So im 22 and I've never had a boyfriend, and iv slept with 3 guys. First one i was in love with and we dated for a long time but he was a total douche to me, the 2 one was a one night stand, the 3 one was a guy i dated, the last guy i dated who was amazing but i guess some personal issues and bad timing was going on and he pulled himself away from me again breaking my heart, because he was so kind and so nice and sometimes you meet a person and its so easy and effortless, and he was that kind of guy and we had so much in common.

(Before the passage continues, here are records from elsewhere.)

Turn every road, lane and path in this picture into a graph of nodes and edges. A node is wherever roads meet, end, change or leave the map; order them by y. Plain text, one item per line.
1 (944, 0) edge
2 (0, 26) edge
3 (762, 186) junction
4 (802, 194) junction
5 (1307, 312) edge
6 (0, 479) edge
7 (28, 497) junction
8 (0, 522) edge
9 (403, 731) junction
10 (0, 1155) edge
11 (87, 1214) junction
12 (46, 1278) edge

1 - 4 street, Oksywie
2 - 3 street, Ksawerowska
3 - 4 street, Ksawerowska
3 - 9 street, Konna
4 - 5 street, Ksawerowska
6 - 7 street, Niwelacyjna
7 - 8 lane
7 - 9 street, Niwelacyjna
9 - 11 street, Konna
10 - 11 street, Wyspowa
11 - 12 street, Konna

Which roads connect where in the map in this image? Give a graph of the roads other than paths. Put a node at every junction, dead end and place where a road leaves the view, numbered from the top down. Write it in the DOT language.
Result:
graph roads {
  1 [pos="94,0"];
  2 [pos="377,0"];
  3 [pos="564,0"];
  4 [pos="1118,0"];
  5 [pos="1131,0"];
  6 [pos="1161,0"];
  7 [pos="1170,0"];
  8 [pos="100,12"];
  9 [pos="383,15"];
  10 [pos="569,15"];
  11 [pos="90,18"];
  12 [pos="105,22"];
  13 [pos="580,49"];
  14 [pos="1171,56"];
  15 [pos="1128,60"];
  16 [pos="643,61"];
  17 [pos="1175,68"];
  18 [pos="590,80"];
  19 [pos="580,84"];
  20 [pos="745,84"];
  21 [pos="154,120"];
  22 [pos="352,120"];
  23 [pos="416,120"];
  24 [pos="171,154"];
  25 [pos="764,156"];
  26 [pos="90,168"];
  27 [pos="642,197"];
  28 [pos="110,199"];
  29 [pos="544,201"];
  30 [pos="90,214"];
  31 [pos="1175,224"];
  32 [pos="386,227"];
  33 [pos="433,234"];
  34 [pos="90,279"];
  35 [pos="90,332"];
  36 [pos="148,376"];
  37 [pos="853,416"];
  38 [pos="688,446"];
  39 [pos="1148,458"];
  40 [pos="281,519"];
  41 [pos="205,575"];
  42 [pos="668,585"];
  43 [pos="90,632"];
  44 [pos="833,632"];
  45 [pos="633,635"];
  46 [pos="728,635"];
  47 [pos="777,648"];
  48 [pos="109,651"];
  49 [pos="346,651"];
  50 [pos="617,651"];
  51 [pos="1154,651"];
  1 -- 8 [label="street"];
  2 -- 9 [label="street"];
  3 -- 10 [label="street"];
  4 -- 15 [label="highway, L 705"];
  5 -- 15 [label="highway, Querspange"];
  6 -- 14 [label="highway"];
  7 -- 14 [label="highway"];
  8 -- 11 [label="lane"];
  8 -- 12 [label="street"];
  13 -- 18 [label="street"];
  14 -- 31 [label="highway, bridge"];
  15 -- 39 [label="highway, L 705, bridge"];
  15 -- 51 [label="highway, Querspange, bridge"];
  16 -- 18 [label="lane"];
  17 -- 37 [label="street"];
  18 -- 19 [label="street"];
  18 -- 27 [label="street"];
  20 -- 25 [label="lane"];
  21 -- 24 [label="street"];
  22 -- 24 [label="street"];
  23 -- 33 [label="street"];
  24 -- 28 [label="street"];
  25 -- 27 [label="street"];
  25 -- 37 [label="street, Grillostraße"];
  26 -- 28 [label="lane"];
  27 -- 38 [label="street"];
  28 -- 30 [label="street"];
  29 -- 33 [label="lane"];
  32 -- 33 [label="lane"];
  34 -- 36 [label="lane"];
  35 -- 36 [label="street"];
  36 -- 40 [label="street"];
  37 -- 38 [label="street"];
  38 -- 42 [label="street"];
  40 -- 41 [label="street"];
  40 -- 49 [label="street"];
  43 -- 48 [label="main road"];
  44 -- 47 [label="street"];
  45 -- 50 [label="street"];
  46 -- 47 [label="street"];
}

Basically im sitting here thinking what is the point? what is the point of trying and trying and always ending up falling and getting hurt, i like being alone and not have that bubbly feeling and be okay and not sad because someone makes me feel like im not worth it.
I've devided to never date, and i mean it, im never going to do this, I've learned my lesson, and I've dated 5 guys total and it hasn't been great until the last guy i dated which i mentioned above.
Why date and meet a great guy and not have it work out?
So how do i deal with this?
Im tired of giving my all and falling
Most Helpful Guy
:), you are still very young.
You will date again we both know this :).
Here is best I can tell you:
Pain sucks but it is the pain we go through that makes us better stronger people. It also allows us to gain greater enjoyment from the good parts of life.
Second best piece of advice is make sure you are happy with and love yourself. It is very hard if not impossible to sustain a relationship if you are not content with yourself.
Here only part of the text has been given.